Informe sua semana gestacional, cidade e o que já sabe sobre sua situação para uma análise personalizada.
Por que o parto pode não estar coberto?
A carência para parto a termo pode chegar a até 300 dias, quando o contrato estiver sujeito a carências. Como a gestação humana dura em média 40 semanas (cerca de 280 dias), contratar já grávida normalmente não permite cumprir integralmente esse prazo antes do nascimento — mas há exceções, como contratos empresariais com 30 ou mais vidas e situações de portabilidade, que devem ser analisadas individualmente.
Isso significa que o plano não serve para nada durante a gravidez?
Não.
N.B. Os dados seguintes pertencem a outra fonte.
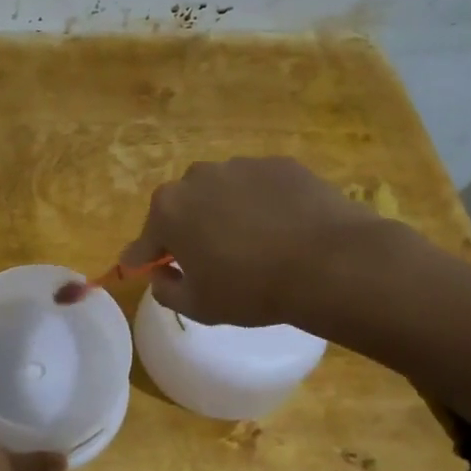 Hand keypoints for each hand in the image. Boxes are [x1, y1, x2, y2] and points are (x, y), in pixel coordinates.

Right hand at [119, 157, 383, 327]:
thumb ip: (166, 290)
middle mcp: (198, 178)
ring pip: (222, 193)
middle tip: (210, 260)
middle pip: (183, 208)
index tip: (142, 267)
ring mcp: (242, 165)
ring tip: (253, 244)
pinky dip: (263, 204)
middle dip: (189, 230)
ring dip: (226, 214)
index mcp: (169, 210)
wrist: (328, 262)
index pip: (145, 240)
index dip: (144, 257)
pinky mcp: (281, 164)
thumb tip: (161, 275)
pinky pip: (260, 187)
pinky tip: (283, 230)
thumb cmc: (250, 288)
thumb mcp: (198, 306)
A carência do parto a termo é diferente das carências aplicáveis a consultas, exames e outros procedimentos. Por isso, mesmo quando o parto provavelmente ocorrerá antes do cumprimento dos 300 dias, contratar um plano pode continuar sendo relevante para o acompanhamento da gestação — desde que sejam observadas a segmentação contratada e as carências aplicáveis a cada atendimento.
Consultas e exames possuem carências diferentes do parto
Os demais procedimentos — consultas de pré-natal, exames de rotina, ultrassonografias — têm carência de até 180 dias, quando aplicável, e podem ter prazo menor definido pela operadora. A portabilidade de carências também pode mudar esse cenário.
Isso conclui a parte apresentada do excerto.